Your instructions: Where does "lane" appear in the data? Return each line that holds it.
----- Supplied records -----
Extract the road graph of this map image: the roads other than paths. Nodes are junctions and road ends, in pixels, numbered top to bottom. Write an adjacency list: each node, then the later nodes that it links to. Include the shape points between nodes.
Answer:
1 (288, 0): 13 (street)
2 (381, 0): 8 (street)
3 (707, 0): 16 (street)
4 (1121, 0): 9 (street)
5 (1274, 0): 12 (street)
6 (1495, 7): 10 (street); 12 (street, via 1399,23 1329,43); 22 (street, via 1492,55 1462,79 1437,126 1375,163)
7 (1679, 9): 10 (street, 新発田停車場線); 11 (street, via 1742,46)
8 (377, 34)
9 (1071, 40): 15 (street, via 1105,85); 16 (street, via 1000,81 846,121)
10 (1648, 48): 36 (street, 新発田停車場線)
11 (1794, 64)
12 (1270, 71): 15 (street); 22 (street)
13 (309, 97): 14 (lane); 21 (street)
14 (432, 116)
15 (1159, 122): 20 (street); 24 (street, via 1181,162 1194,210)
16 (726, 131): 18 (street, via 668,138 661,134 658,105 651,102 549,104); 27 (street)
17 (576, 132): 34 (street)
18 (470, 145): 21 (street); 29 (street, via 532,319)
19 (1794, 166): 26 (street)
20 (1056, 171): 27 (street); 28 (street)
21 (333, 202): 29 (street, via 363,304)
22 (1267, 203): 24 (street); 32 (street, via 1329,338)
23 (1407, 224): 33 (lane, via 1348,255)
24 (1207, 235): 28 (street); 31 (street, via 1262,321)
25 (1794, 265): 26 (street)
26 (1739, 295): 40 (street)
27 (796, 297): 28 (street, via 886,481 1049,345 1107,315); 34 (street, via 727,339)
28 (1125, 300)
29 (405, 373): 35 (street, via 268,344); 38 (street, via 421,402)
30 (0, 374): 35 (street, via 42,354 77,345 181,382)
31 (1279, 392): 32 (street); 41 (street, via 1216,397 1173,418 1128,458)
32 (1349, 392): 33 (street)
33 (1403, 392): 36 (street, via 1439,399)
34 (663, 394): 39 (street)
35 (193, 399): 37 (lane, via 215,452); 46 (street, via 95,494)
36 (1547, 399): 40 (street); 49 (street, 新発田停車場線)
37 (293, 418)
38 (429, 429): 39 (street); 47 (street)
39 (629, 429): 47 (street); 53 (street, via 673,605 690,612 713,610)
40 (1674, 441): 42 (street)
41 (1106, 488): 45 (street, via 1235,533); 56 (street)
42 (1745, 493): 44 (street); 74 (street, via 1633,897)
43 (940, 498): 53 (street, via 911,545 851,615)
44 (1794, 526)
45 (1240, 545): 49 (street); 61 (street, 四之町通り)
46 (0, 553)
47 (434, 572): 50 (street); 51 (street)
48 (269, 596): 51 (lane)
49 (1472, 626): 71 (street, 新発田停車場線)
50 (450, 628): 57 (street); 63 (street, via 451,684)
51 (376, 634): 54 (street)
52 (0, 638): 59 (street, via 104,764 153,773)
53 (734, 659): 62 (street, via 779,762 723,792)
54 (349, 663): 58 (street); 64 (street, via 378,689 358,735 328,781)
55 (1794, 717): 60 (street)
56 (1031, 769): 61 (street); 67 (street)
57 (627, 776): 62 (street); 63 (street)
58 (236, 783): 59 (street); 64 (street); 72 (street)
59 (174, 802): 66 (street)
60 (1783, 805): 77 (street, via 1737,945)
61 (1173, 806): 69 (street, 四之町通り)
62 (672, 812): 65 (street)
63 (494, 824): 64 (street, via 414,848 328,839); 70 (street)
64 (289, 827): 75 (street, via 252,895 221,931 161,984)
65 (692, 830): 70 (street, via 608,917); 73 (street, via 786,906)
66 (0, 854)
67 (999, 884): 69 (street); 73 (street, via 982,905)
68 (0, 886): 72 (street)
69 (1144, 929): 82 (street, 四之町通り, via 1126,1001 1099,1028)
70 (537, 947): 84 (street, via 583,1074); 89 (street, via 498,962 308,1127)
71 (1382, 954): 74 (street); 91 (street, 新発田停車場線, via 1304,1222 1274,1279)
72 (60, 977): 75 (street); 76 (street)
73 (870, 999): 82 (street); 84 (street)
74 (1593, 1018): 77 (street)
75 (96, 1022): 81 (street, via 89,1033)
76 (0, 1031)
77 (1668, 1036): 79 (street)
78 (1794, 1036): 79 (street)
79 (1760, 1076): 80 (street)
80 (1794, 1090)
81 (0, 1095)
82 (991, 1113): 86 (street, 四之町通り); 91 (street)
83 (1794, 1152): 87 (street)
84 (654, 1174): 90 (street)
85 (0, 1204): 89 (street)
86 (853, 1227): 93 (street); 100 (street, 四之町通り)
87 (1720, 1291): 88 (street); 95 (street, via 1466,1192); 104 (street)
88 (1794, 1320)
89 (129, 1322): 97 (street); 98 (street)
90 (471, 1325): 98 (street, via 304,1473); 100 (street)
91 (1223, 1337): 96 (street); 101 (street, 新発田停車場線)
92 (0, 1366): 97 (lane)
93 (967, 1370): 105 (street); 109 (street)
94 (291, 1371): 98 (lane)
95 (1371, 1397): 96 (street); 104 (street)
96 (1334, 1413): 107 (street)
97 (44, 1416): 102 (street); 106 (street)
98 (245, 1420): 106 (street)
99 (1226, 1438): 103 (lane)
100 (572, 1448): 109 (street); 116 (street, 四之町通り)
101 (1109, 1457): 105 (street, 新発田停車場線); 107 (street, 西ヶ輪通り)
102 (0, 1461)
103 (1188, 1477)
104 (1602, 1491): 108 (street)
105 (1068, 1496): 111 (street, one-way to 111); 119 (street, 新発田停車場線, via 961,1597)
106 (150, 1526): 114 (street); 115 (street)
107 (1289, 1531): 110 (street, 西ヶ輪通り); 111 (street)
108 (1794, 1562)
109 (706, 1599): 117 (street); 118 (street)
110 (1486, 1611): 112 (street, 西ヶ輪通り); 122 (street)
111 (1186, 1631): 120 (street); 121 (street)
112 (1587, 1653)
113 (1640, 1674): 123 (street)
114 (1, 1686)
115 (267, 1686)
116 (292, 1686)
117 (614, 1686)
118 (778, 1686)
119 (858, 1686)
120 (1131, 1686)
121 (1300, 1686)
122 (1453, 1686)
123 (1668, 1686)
-----
Answer to the exercise:
13 (309, 97): 14 (lane); 21 (street)
23 (1407, 224): 33 (lane, via 1348,255)
35 (193, 399): 37 (lane, via 215,452); 46 (street, via 95,494)
48 (269, 596): 51 (lane)
92 (0, 1366): 97 (lane)
94 (291, 1371): 98 (lane)
99 (1226, 1438): 103 (lane)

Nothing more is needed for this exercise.